CTM meeting notes

Kyoto, December 8-11 2007

Prof. Sam Oh tendered his resignation as editor because of the commitments involved in his new role as Chairman of SC34. Dmitry Bogachev was appointed as new editor and joins Lars Heuer, Gabriel Hopmans and Steve Pepper.

The following documents were considered by the working group:

The WG requests that the editors prepare a new draft of CTM by the end of January so that it is available to the editors of TMQL and TMCL who have been requested to produce FCD drafts by the end of February.

The WG recognizes that the number of changes proposed in this document may result in some anomalies and requests that these be discussed by the editors and, if necessary, on the WG3 mailing list.

Discussion of Norwegian comments (N945)

Delimiters for topic blocks

There was agreement on the need for a single delimiter for topic blocks. The use of a blank line was rejected for the reasons given in the comments. Instead of the period, which has low visibility, the WG recommends using curly braces to delimit the start and end of a topic block. This is familiar from Java, CSS and other languages. It also allows editors like emacs, Eclipse and Textpad to assist the user in balancing delimiters, applying syntax colouring, etc. It is further recommended that a topic block consist of a header, in which all identifiers are defined, and a body, delimited by curly braces, containing statements.
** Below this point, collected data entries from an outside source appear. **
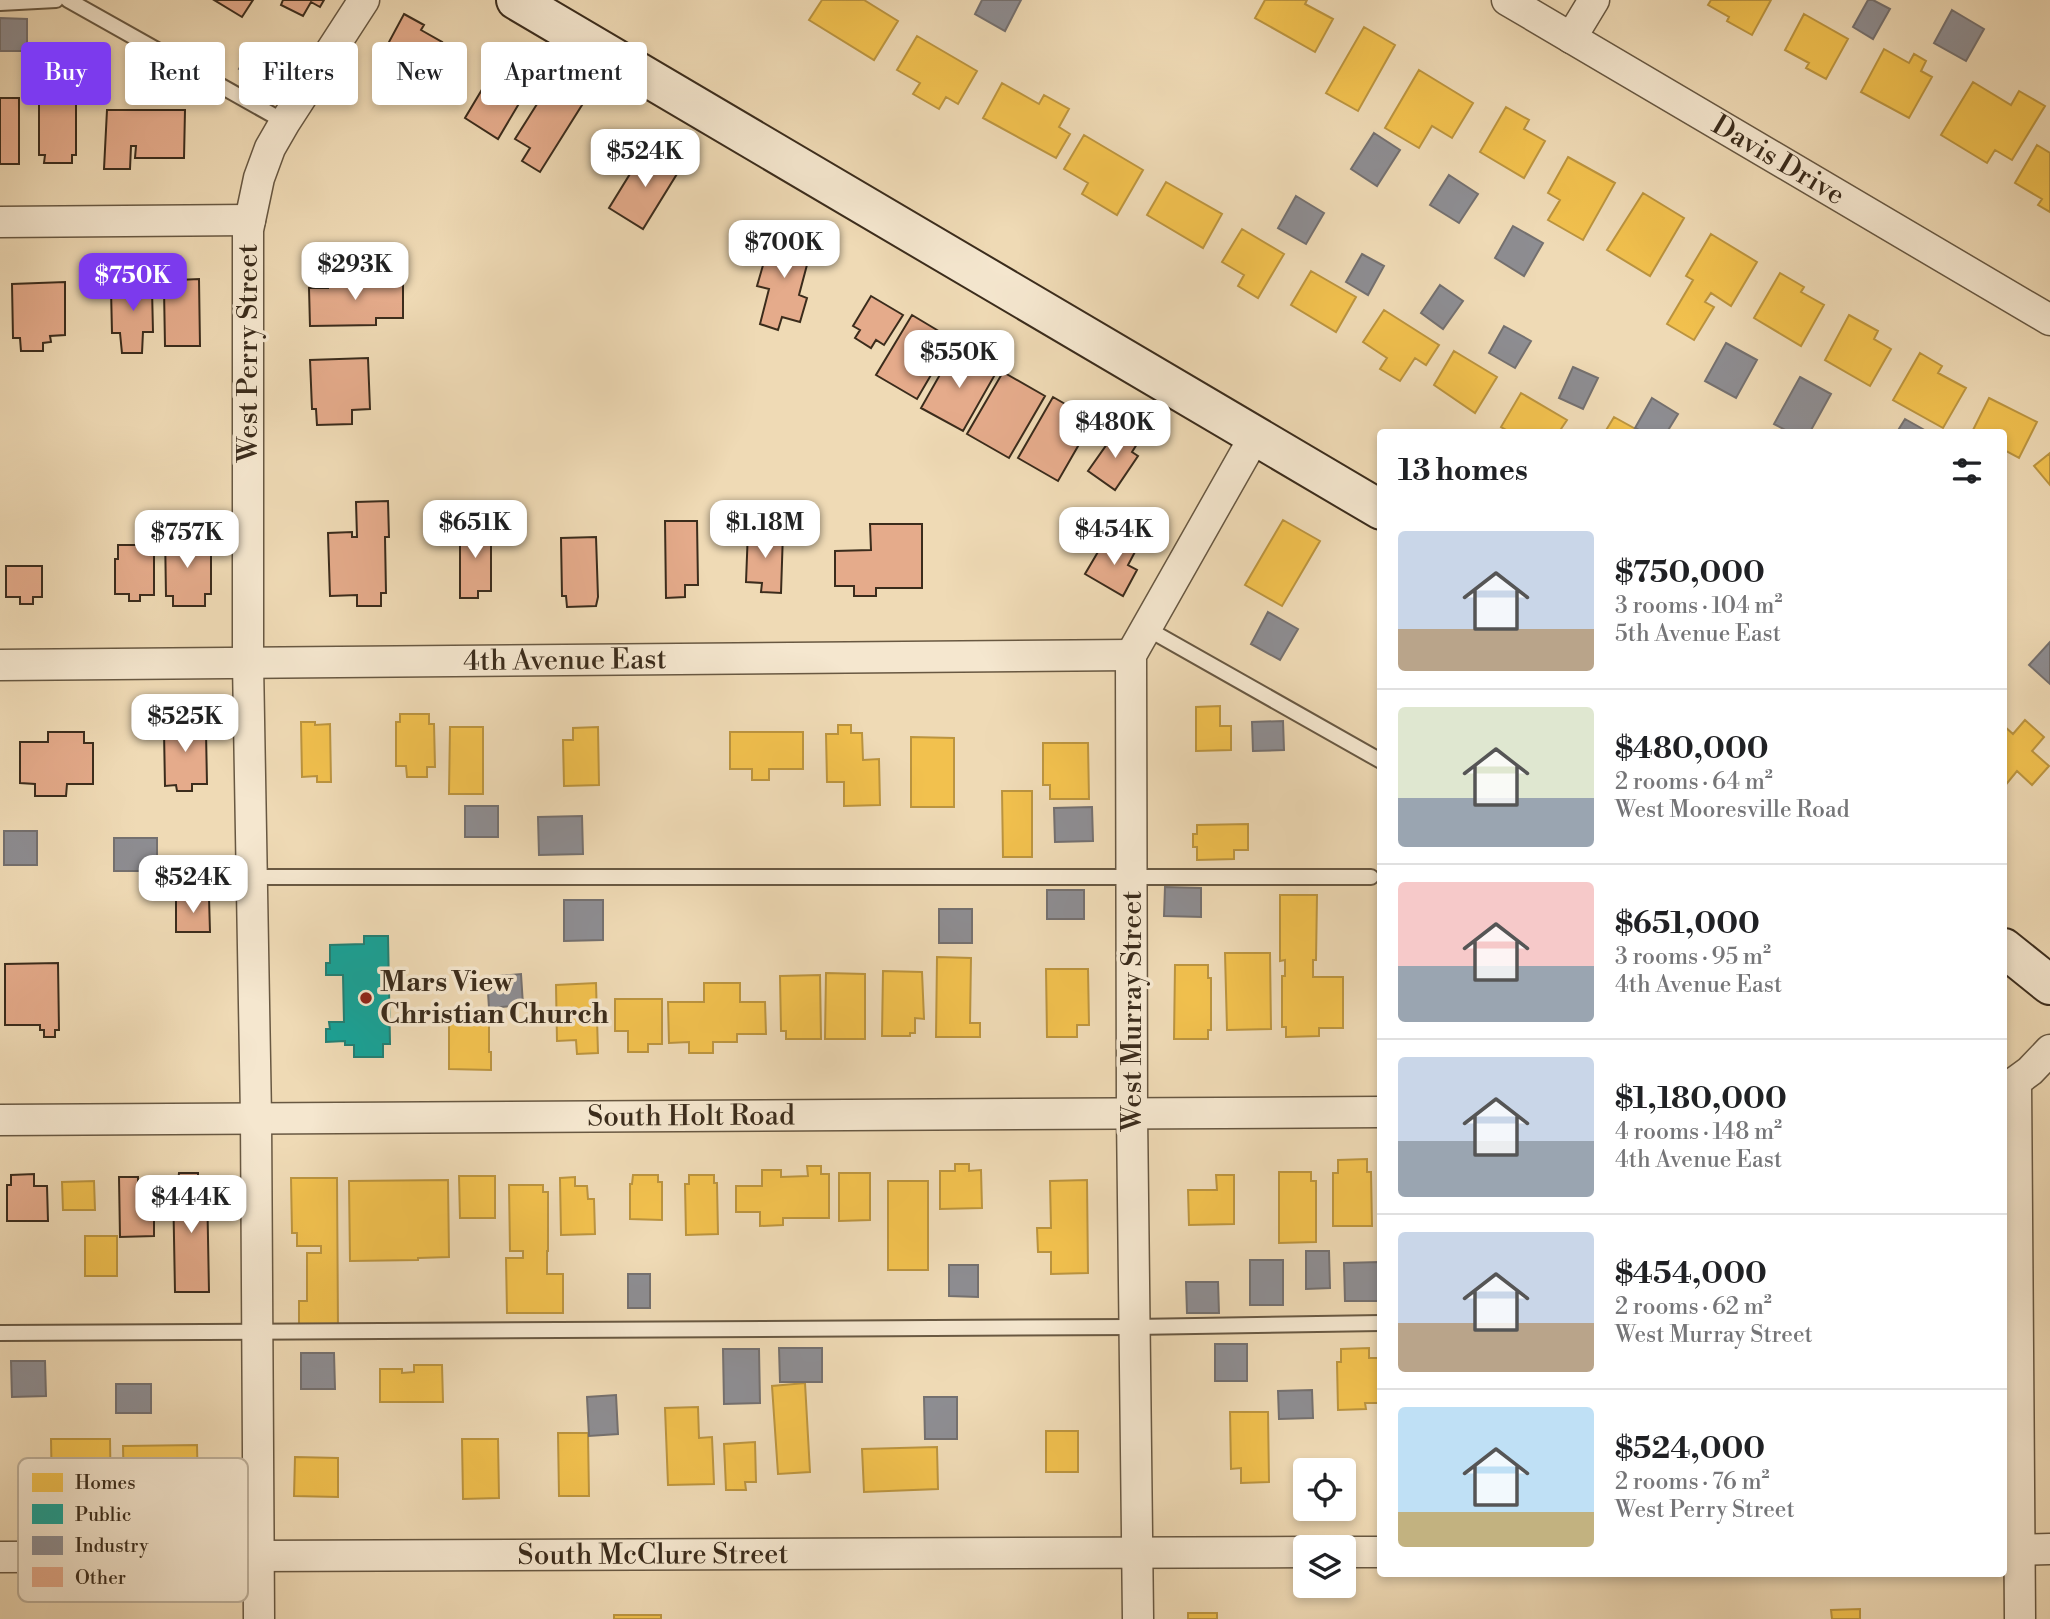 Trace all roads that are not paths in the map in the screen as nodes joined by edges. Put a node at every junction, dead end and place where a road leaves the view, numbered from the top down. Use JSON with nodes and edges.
{"nodes":[{"id":1,"x":56,"y":0,"type":"edge"},
{"id":2,"x":68,"y":0,"type":"edge"},
{"id":3,"x":363,"y":0,"type":"edge"},
{"id":4,"x":516,"y":0,"type":"edge"},
{"id":5,"x":1507,"y":0,"type":"edge"},
{"id":6,"x":1594,"y":0,"type":"edge"},
{"id":7,"x":0,"y":3,"type":"edge"},
{"id":8,"x":1572,"y":38,"type":"junction"},
{"id":9,"x":285,"y":122,"type":"junction"},
{"id":10,"x":250,"y":220,"type":"junction"},
{"id":11,"x":0,"y":222,"type":"edge"},
{"id":12,"x":2050,"y":320,"type":"edge"},
{"id":13,"x":1255,"y":436,"type":"junction"},
{"id":14,"x":1377,"y":508,"type":"edge"},
{"id":15,"x":1146,"y":628,"type":"junction"},
{"id":16,"x":1130,"y":655,"type":"junction"},
{"id":17,"x":248,"y":663,"type":"junction"},
{"id":18,"x":0,"y":665,"type":"edge"},
{"id":19,"x":1377,"y":759,"type":"edge"},
{"id":20,"x":251,"y":877,"type":"junction"},
{"id":21,"x":1131,"y":877,"type":"junction"},
{"id":22,"x":1371,"y":877,"type":"dead end"},
{"id":23,"x":2007,"y":950,"type":"edge"},
{"id":24,"x":2050,"y":985,"type":"edge"},
{"id":25,"x":2050,"y":1050,"type":"edge"},
{"id":26,"x":2010,"y":1086,"type":"edge"},
{"id":27,"x":1377,"y":1112,"type":"edge"},
{"id":28,"x":1132,"y":1114,"type":"junction"},
{"id":29,"x":256,"y":1118,"type":"junction"},
{"id":30,"x":0,"y":1120,"type":"edge"},
{"id":31,"x":2010,"y":1311,"type":"edge"},
{"id":32,"x":1377,"y":1323,"type":"edge"},
{"id":33,"x":1135,"y":1327,"type":"junction"},
{"id":34,"x":0,"y":1333,"type":"edge"},
{"id":35,"x":256,"y":1333,"type":"junction"},
{"id":36,"x":2012,"y":1549,"type":"edge"},
{"id":37,"x":2050,"y":1549,"type":"edge"},
{"id":38,"x":1293,"y":1552,"type":"edge"},
{"id":39,"x":1356,"y":1552,"type":"edge"},
{"id":40,"x":1377,"y":1552,"type":"edge"},
{"id":41,"x":1137,"y":1553,"type":"junction"},
{"id":42,"x":248,"y":1556,"type":"edge"},
{"id":43,"x":258,"y":1556,"type":"junction"},
{"id":44,"x":0,"y":1557,"type":"edge"},
{"id":45,"x":18,"y":1557,"type":"edge"},
{"id":46,"x":259,"y":1619,"type":"edge"},
{"id":47,"x":1138,"y":1619,"type":"edge"},
{"id":48,"x":2020,"y":1619,"type":"edge"}],
"edges":[{"from":1,"to":7,"type":"lane"},
{"from":2,"to":9,"type":"lane"},
{"from":3,"to":9,"type":"street","name":"West Perry Street"},
{"from":4,"to":13,"type":"main road"},
{"from":5,"to":8,"type":"street","name":"Davis Drive"},
{"from":6,"to":8,"type":"street"},
{"from":8,"to":12,"type":"street","name":"Davis Drive"},
{"from":9,"to":10,"type":"street","name":"West Perry Street"},
{"from":10,"to":11,"type":"street"},
{"from":10,"to":17,"type":"street","name":"West Perry Street"},
{"from":13,"to":14,"type":"main road"},
{"from":13,"to":15,"type":"street"},
{"from":15,"to":16,"type":"street"},
{"from":15,"to":19,"type":"lane"},
{"from":16,"to":17,"type":"street","name":"4th Avenue East"},
{"from":16,"to":21,"type":"street","name":"West Murray Street"},
{"from":17,"to":18,"type":"street","name":"4th Avenue East"},
{"from":17,"to":20,"type":"street","name":"West Perry Street"},
{"from":20,"to":21,"type":"lane"},
{"from":20,"to":29,"type":"street","name":"West Perry Street"},
{"from":21,"to":22,"type":"lane"},
{"from":21,"to":28,"type":"street","name":"West Murray Street"},
{"from":23,"to":24,"type":"main road"},
{"from":25,"to":26,"type":"street"},
{"from":26,"to":31,"type":"street"},
{"from":27,"to":28,"type":"street","name":"South Holt Road"},
{"from":28,"to":29,"type":"street","name":"South Holt Road"},
{"from":28,"to":33,"type":"street","name":"West Murray Street"},
{"from":29,"to":30,"type":"street","name":"South Holt Road"},
{"from":29,"to":35,"type":"street","name":"West Perry Street"},
{"from":31,"to":36,"type":"street"},
{"from":32,"to":33,"type":"lane"},
{"from":33,"to":35,"type":"lane"},
{"from":33,"to":41,"type":"street","name":"West Murray Street"},
{"from":34,"to":35,"type":"lane"},
{"from":35,"to":43,"type":"street","name":"West Perry Street"},
{"from":36,"to":37,"type":"street"},
{"from":36,"to":48,"type":"street"},
{"from":38,"to":41,"type":"street","name":"South McClure Street"},
{"from":39,"to":40,"type":"street"},
{"from":41,"to":43,"type":"street","name":"South McClure Street"},
{"from":41,"to":47,"type":"street","name":"West Murray Street"},
{"from":42,"to":43,"type":"street","name":"South McClure Street"},
{"from":43,"to":46,"type":"street","name":"West Perry Street"},
{"from":44,"to":45,"type":"street","name":"South McClure Street"}]} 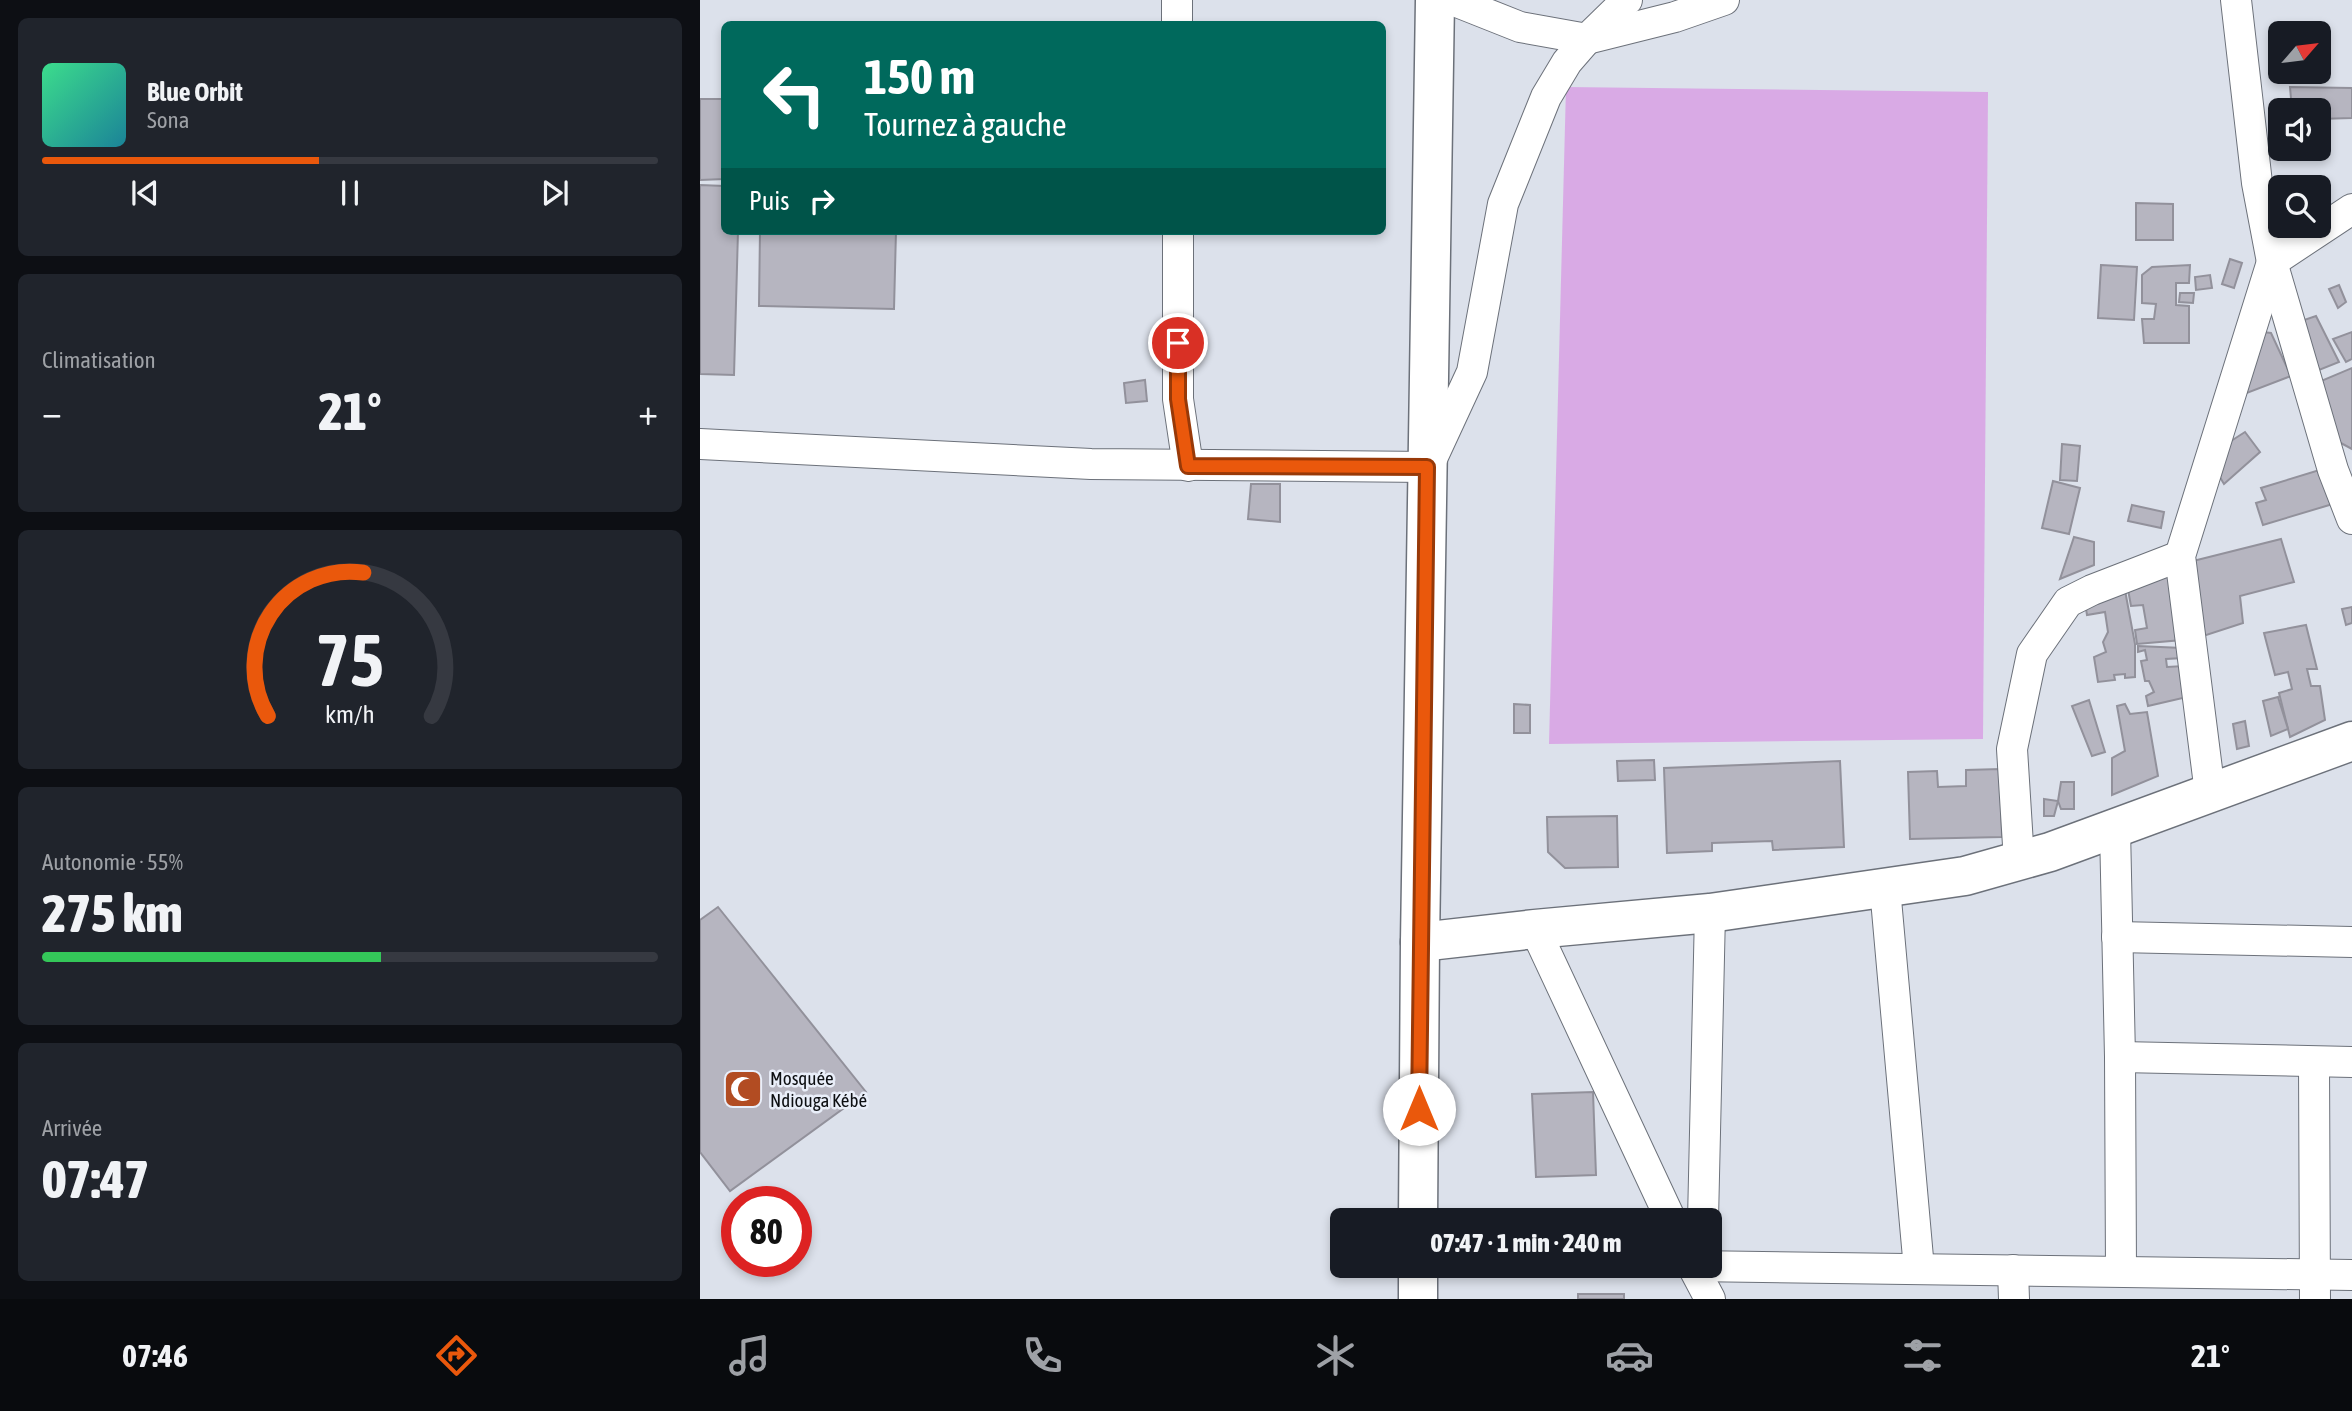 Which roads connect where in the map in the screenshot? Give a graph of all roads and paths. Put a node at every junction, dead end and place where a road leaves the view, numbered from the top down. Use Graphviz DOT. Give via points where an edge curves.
graph roads {
  1 [pos="1177,0"];
  2 [pos="1435,0"];
  3 [pos="1452,0"];
  4 [pos="1627,0"];
  5 [pos="1724,0"];
  6 [pos="2236,0"];
  7 [pos="1177,21"];
  8 [pos="1587,39"];
  9 [pos="2352,209"];
  10 [pos="1178,235"];
  11 [pos="2272,262"];
  12 [pos="700,444"];
  13 [pos="1188,466"];
  14 [pos="1427,467"];
  15 [pos="2342,468"];
  16 [pos="2352,519"];
  17 [pos="2180,556"];
  18 [pos="2352,741"];
  19 [pos="2210,793"];
  20 [pos="2115,829"];
  21 [pos="2019,861"];
  22 [pos="1885,888"];
  23 [pos="1710,913"];
  24 [pos="1535,929"];
  25 [pos="2118,937"];
  26 [pos="1420,942"];
  27 [pos="2352,942"];
  28 [pos="2120,1058"];
  29 [pos="2314,1062"];
  30 [pos="2352,1062"];
  31 [pos="1418,1208"];
  32 [pos="1665,1208"];
  33 [pos="1703,1208"];
  34 [pos="1722,1266"];
  35 [pos="1919,1269"];
  36 [pos="2121,1271"];
  37 [pos="2352,1275"];
  38 [pos="1418,1278"];
  39 [pos="1699,1278"];
  40 [pos="2013,1284"];
  41 [pos="2315,1287"];
  42 [pos="1418,1299"];
  43 [pos="1710,1299"];
  1 -- 7 [label="street"];
  2 -- 14 [label="main road"];
  3 -- 8 [label="street" via="1520,27"];
  4 -- 8 [label="street"];
  5 -- 8 [label="street"];
  6 -- 11 [label="street" via="2257,183"];
  8 -- 14 [label="street" via="1546,97 1503,204 1472,372"];
  9 -- 11 [label="street"];
  10 -- 13 [label="street" via="1178,399"];
  11 -- 15 [label="street"];
  11 -- 17 [label="street"];
  12 -- 13 [label="street"];
  13 -- 14 [label="street"];
  14 -- 26 [label="main road"];
  15 -- 16 [label="street"];
  17 -- 19 [label="street"];
  17 -- 21 [label="street" via="2068,602 2032,654 2012,749"];
  18 -- 19 [label="main road"];
  19 -- 20 [label="main road"];
  20 -- 21 [label="main road"];
  20 -- 25 [label="street"];
  21 -- 22 [label="main road" via="1965,876"];
  22 -- 23 [label="main road"];
  22 -- 35 [label="street"];
  23 -- 24 [label="main road"];
  23 -- 33 [label="street"];
  24 -- 26 [label="main road"];
  24 -- 32 [label="street"];
  25 -- 27 [label="street"];
  25 -- 28 [label="street"];
  26 -- 31 [label="main road"];
  28 -- 29 [label="street"];
  28 -- 36 [label="street"];
  29 -- 30 [label="street"];
  29 -- 41 [label="street"];
  34 -- 35 [label="street"];
  35 -- 40 [label="street"];
  36 -- 40 [label="street"];
  36 -- 41 [label="street"];
  37 -- 41 [label="street"];
  38 -- 42 [label="main road"];
  39 -- 43 [label="street"];
}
The syntax of each part is described below in further responses to comments and issues.

Delimiters for statements

There was agreement on the need for delimiters to separate statements within a topic block and the WG accepted the proposal in the Norwegian comment to use the semi-colon.

Lists of values

The WG agreed with the comment proposing to allow comma-separated lists of values for statements of the same type – and also for context-dependent template invocations (see below), prefix directives, and elsewhere.

Delimiting IRIs (1)

The WG agreed that the occurrences whose values are IRIs should always be delimited by angle brackets and should always be given as full IRIs, not as QNames. This will allow occurrences to be easily distinguished from template invocations in all but an insignificant number of cases. Example:

puccini = http://psi.ontopedia.net/Giacomo_Puccini {
   email     <mailto:gp@lucca.net>;
   homepage  <http://en.wikipedia.org/Giacomo_Puccini>;
   born-in   on:Lucca;
}

Binding subject identifiers to local identifiers

The WG agreed with the proposed syntax for binding subject identifiers to local identifiers and extended the proposal as follows:

The following code shows examples of topic headers both with and without bindings:

%prefix o = http://psi.ontopedia.net/
%prefix w = http://en.wikipedia.org/

!! single subject identifier using fullIRI
http://psi.ontopedia.net/Composer {
   ! statements
}

!! single subject identifier using QName
o:Composer {
   ! statements
}

!! multiple subject identifiers
o:Composer, w:Composer {
   ! statements
}

!! subject identifier with binding to local identifier
composer = o:Composer {
   ! statements
}

!! subject locator without local identifier
~ http://www.example.com/somedir/myDocument.html {
   ! statements
}

!! subject locator with binding to local identifier
myDoc ~ http://www.example.com/somedir/myDocument.html {
   ! statements
}

!! item identifier without local identifier
# http://www.example.com/myMaps/myTopicMap.ctm#myTopic {
   ! statements
}

!! item identifier with binding to local identifier
myTopic # http://www.example.com/myMaps/myTopicMap.ctm#myTopic {
   ! statements
}

!! complex example with multiple identifiers of all kinds
myDoc = http://psi.ontopedia.net/MyDocument
      ~ http://www.example.com/somedir/myDocument.html
      # file:/usr/pepper/topicmaps/someMap.ctm#myDoc,
        file:/home/jaeho/maps/someOtherMap.xtm#thisDoc {
   ! statements
}

Reduction of cryptic delimiters

The delimiters proposed above (=, ~, #) for subject identifiers, subject locators and item identifiers were felt to be less cryptic and therefore acceptable. Their adoption requires some changes to the syntax of reification and comments as discussed below.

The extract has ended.